Spoiler Alert: this is not a positive review.

The Deluxe Set of Codex comes in a big, beautiful black box, that is far and away the least practical container for any game in my collection. While the aesthetics are indeed pleasing, the functionality is severely lacking -- at some later date I may elaborate on just how apt a metaphor that is for the design of the entire ruleset for Codex : Card Time Strategy -- but for now I'm going to explain why the Codex : Deluxe set would be more honestly titled as Codex : Box Sold Separately.

The dimensions of the Deluxe Set Box are 20.5" x 14.25" x 3.125". For comparison my 1980s-era Axis and Allies box measures a similar: 20" x 12" x 4". These dimensions makes it incredibly unwieldy to carry the game in your hands and dang-near impossible to fit the game in any backpack or messenger bag. In particular, the 14.5 inch width means that any bag capable of carrying the Codex Deluxe Box will not be legal to use as an airplane carry-on as such must exceed the 22" x 14" x 9" limit on such luggage. That alone should have clued Sirlin in that he needed to trim some width.



My furry friend provides scale



Even if you do happen to have a military duffel or unused garment bag around which can fit this ill-sized box, there are issues with the various components not fitting snugly. The bins for the various tracking chits lack any sort of closing mechanism other than the box-lid, and yet these bins do not sit snugly against the lid when the box is closed. The fit is as loose as international corporate tax law. If you ever tilt the box more than 45° off of level in transit you will be hunting tokens out of playmats, binders and rulebooks the next time you open the box, roughly doubling your setup time. The slot for the standard size non-bindered cards is intentionally designed to be tall enough that you can use the color-dividers to sort by faction. Yet this slot is more than long enough to hold ALL of the cards in the Deluxe Set, which means that if you try to speed setup time by storing cards in the binders for the various factions between games, any non-bindered cards become likely to slip out of their slot and slide around the box during any transit that doesn't involve keeping the box entirely flat; which will render your attempted use of the colored dividers futile. Similar loose-floating card issues happen with the mini-cards for add-ons and Spec choices when the lid is not absolutely snug and the box is not kept flat during transit.

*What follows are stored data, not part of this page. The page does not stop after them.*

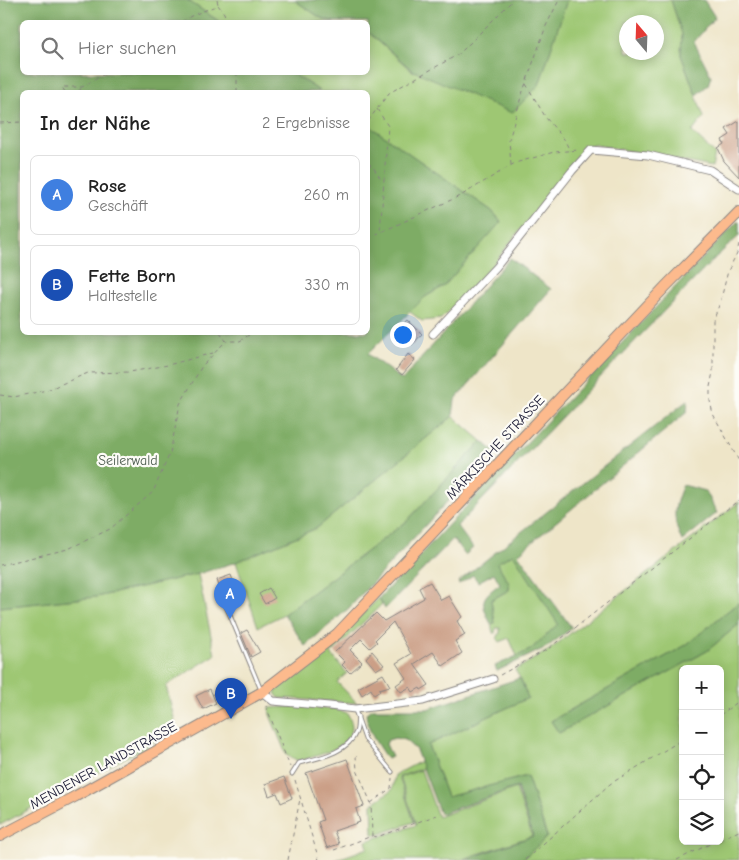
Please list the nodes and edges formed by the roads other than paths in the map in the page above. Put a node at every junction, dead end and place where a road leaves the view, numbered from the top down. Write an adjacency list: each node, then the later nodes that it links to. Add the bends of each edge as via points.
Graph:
1 (739, 189): 3 (street, via 710,170 648,155 592,150 496,267)
2 (739, 212): 6 (main road, MÄRKISCHE STRASSE, via 337,634)
3 (433, 334)
4 (224, 601): 6 (lane)
5 (493, 679): 7 (street, via 423,701)
6 (262, 692): 7 (street, via 273,701 329,706); 8 (main road, MÄRKISCHE STRASSE)
7 (356, 713): 9 (lane, via 364,739); 10 (lane, via 356,732 346,745 299,763)
8 (219, 716): 11 (main road, MENDENER LANDSTRASSE)
9 (392, 772)
10 (292, 774)
11 (0, 836)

The main compartment holding the six binders, the rulebook and the cardstock playmats does work well for transit. Or at least it works so long as you do not try to put sleeved cards in the binders. If you do sleeve cards in the binders, then you cannot both fit all six binders in the compartment and also close the box until the lid sits flush. It's up to you as the end user to decide if you want to leave a binder out or make the fit even looser while damaging the corners to your box - this is yet another of the many ways Codex offers players more decisions than other similar games.

The box also has the problem that it has nowhere to store the HP tracking dial. If you store your Spec Cards in the Binders then you can keep the dial in the loose space where the cards were originally, but then you run into the aforementioned problem of the non-bindered cards floating around the box like a gaggle of rubber duckies running a whitewater course. Alternately you can try to fit the dial into the small cut-out underneath the space for the binders. That's like fitting the square peg into the round hole, in that it doesn't work, but you can keep right on trying. Or you can store the dial on top of the binders - which again runs into the problem of making the fit less snug.

The only storage compartments which actually work for storing components in transit are the two slots for the roll-up mousepad mats. But the placement of those slots is the reason that the box is too wide to fit in a carry-on bag.

So short of the sort of impressive do-it-yourself clamping and load stabilization solutions that Sirlin superfans will doubtless post in rebuttal to this review, the box is nigh-useless for any type of transit. And while I might want to leave it with the conclusion that a game box which can't be used to carry a game from point A to point B is a failure at the fundamental task of a game box. I can't do so because that's not the only problem here. Things actually get worse. This box also increases the game's footprint enough to become a notable issue in the course of gameplay.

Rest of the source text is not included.